◆ Task brief
Skip the images and return the records below exactly.
== Given records ==
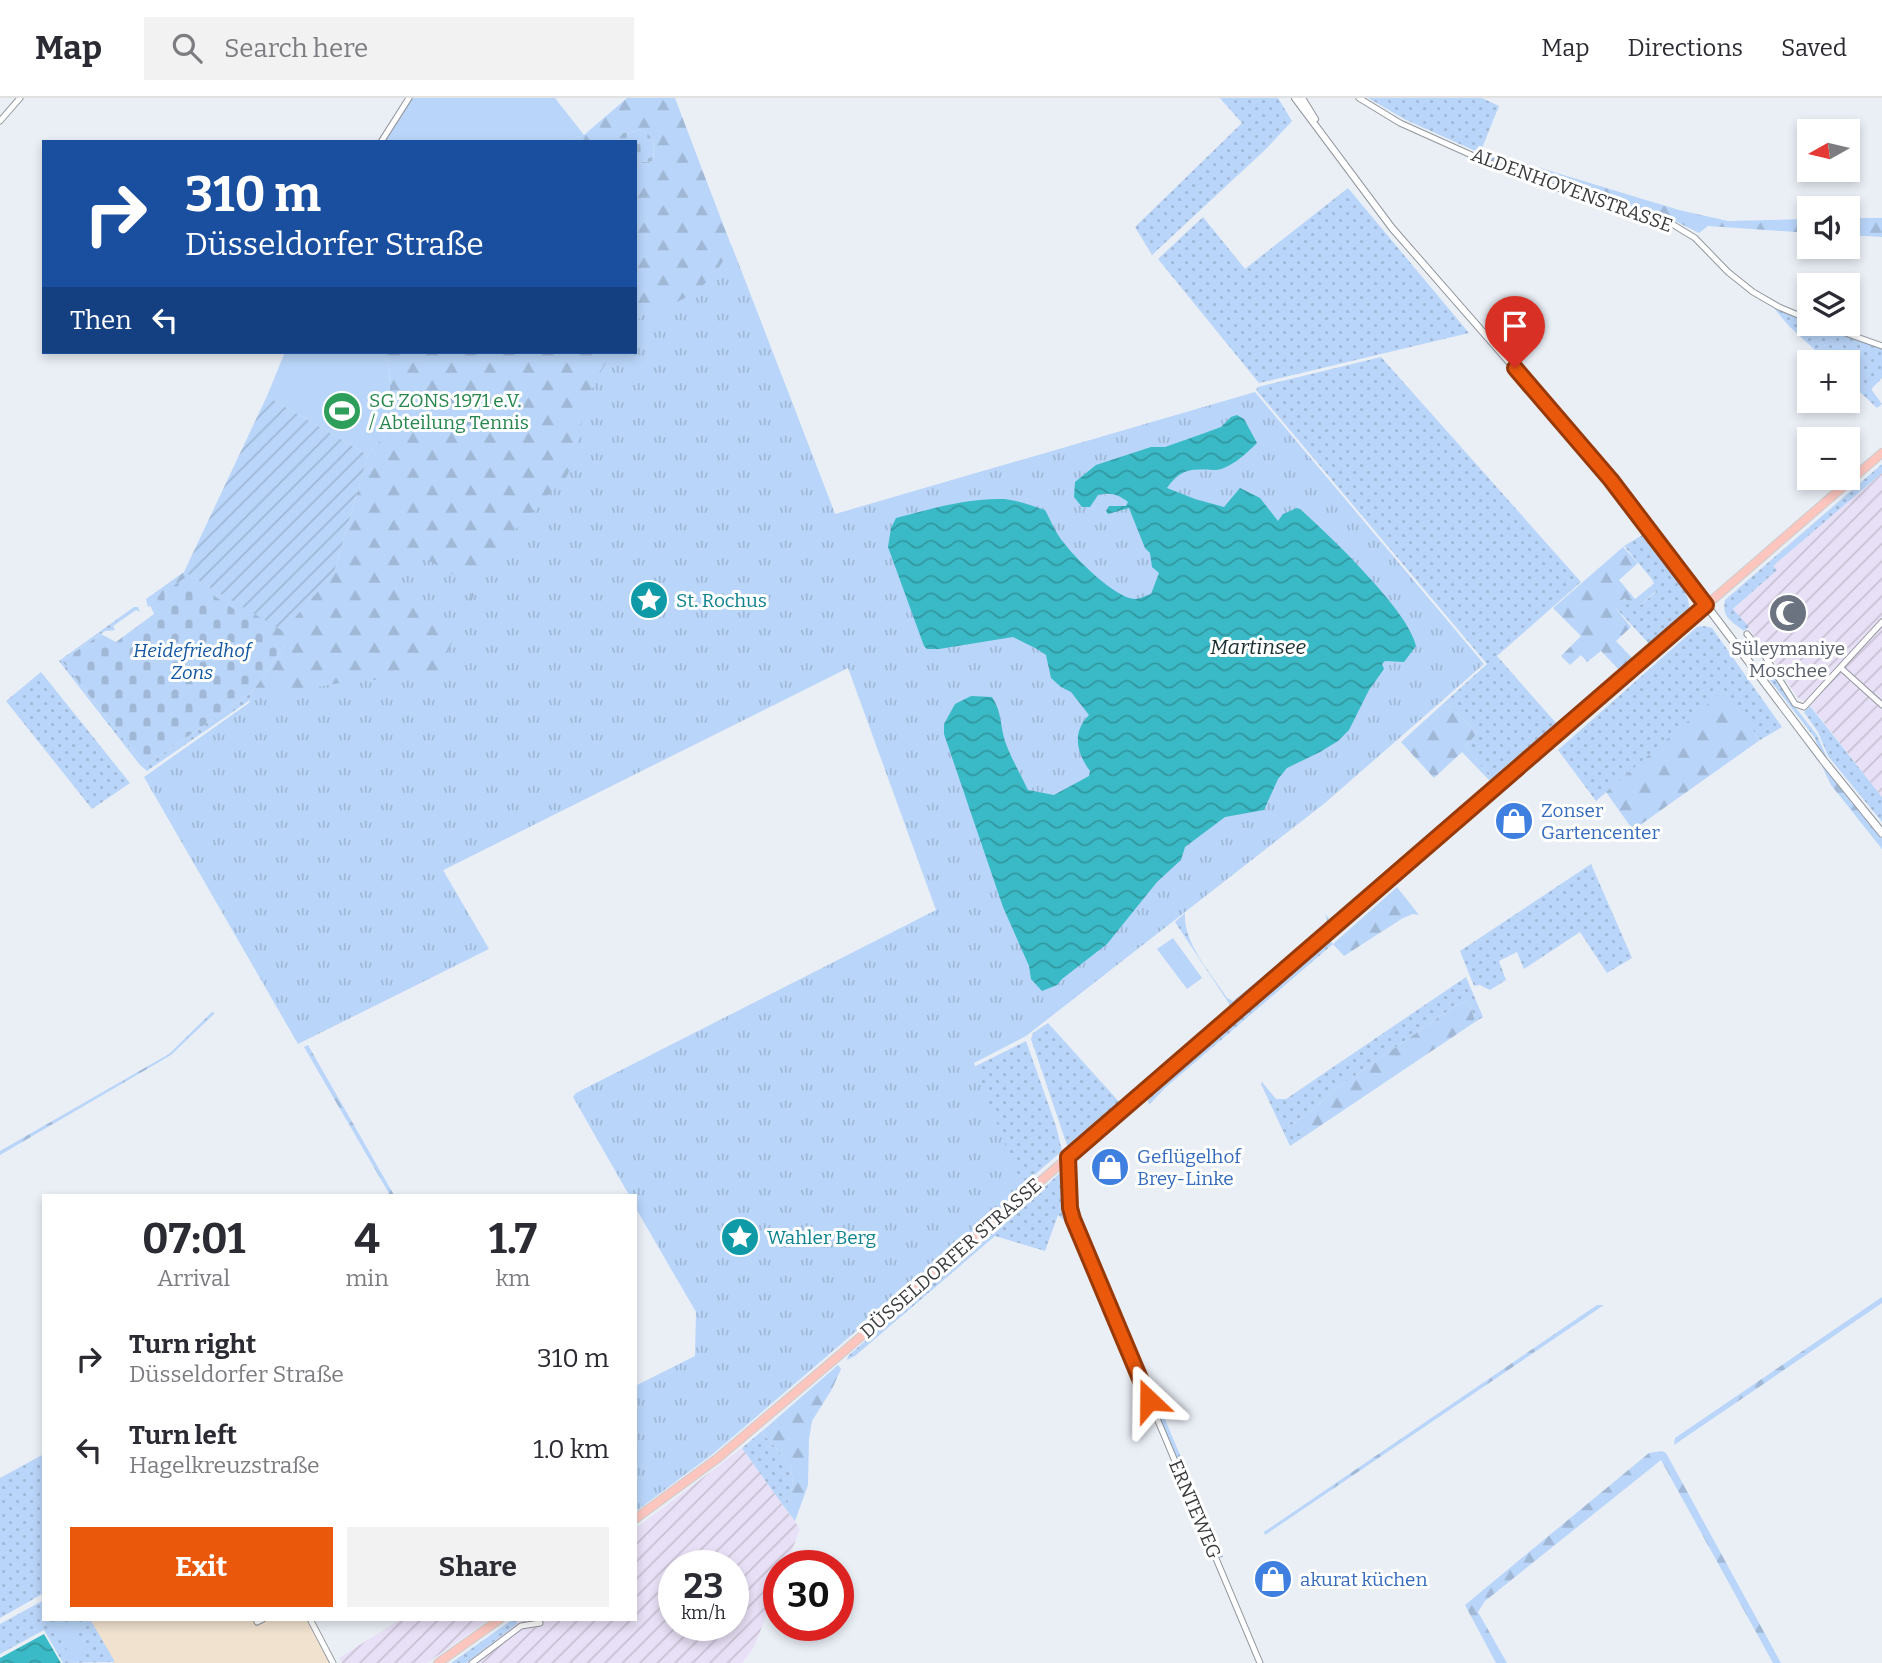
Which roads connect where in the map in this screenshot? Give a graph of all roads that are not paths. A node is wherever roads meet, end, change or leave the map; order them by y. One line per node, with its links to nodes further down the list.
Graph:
1 (20, 98): 6 (street)
2 (409, 98): 7 (street)
3 (1295, 98): 8 (street)
4 (1302, 98): 8 (street)
5 (1359, 98): 9 (street, ALDENHOVENSTRASSE)
6 (0, 121)
7 (382, 140)
8 (1348, 171): 13 (street)
9 (1797, 315)
10 (1854, 336): 11 (street)
11 (1882, 346)
12 (1882, 453): 13 (main road, DÜSSELDORFER STRASSE)
13 (1706, 605): 18 (main road); 19 (main road, DÜSSELDORFER STRASSE)
14 (1882, 622): 16 (street)
15 (1747, 634): 16 (street)
16 (1841, 668): 17 (street)
17 (1882, 705)
18 (1882, 832)
19 (1068, 1157): 20 (main road, DÜSSELDORFER STRASSE); 27 (street, ERNTEWEG)
20 (637, 1517)
21 (311, 1621): 24 (street)
22 (497, 1621): 25 (main road)
23 (540, 1623): 26 (street)
24 (333, 1663)
25 (438, 1663)
26 (472, 1663)
27 (1261, 1663)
===
◆ Expected answer
Which roads connect where in the map in this screenshot? Give a graph of all roads that are not paths. A node is wherever roads meet, end, change or leave the map; order them by y. One line per node, with its links to nodes further down the list.
Graph:
1 (20, 98): 6 (street)
2 (409, 98): 7 (street)
3 (1295, 98): 8 (street)
4 (1302, 98): 8 (street)
5 (1359, 98): 9 (street, ALDENHOVENSTRASSE)
6 (0, 121)
7 (382, 140)
8 (1348, 171): 13 (street)
9 (1797, 315)
10 (1854, 336): 11 (street)
11 (1882, 346)
12 (1882, 453): 13 (main road, DÜSSELDORFER STRASSE)
13 (1706, 605): 18 (main road); 19 (main road, DÜSSELDORFER STRASSE)
14 (1882, 622): 16 (street)
15 (1747, 634): 16 (street)
16 (1841, 668): 17 (street)
17 (1882, 705)
18 (1882, 832)
19 (1068, 1157): 20 (main road, DÜSSELDORFER STRASSE); 27 (street, ERNTEWEG)
20 (637, 1517)
21 (311, 1621): 24 (street)
22 (497, 1621): 25 (main road)
23 (540, 1623): 26 (street)
24 (333, 1663)
25 (438, 1663)
26 (472, 1663)
27 (1261, 1663)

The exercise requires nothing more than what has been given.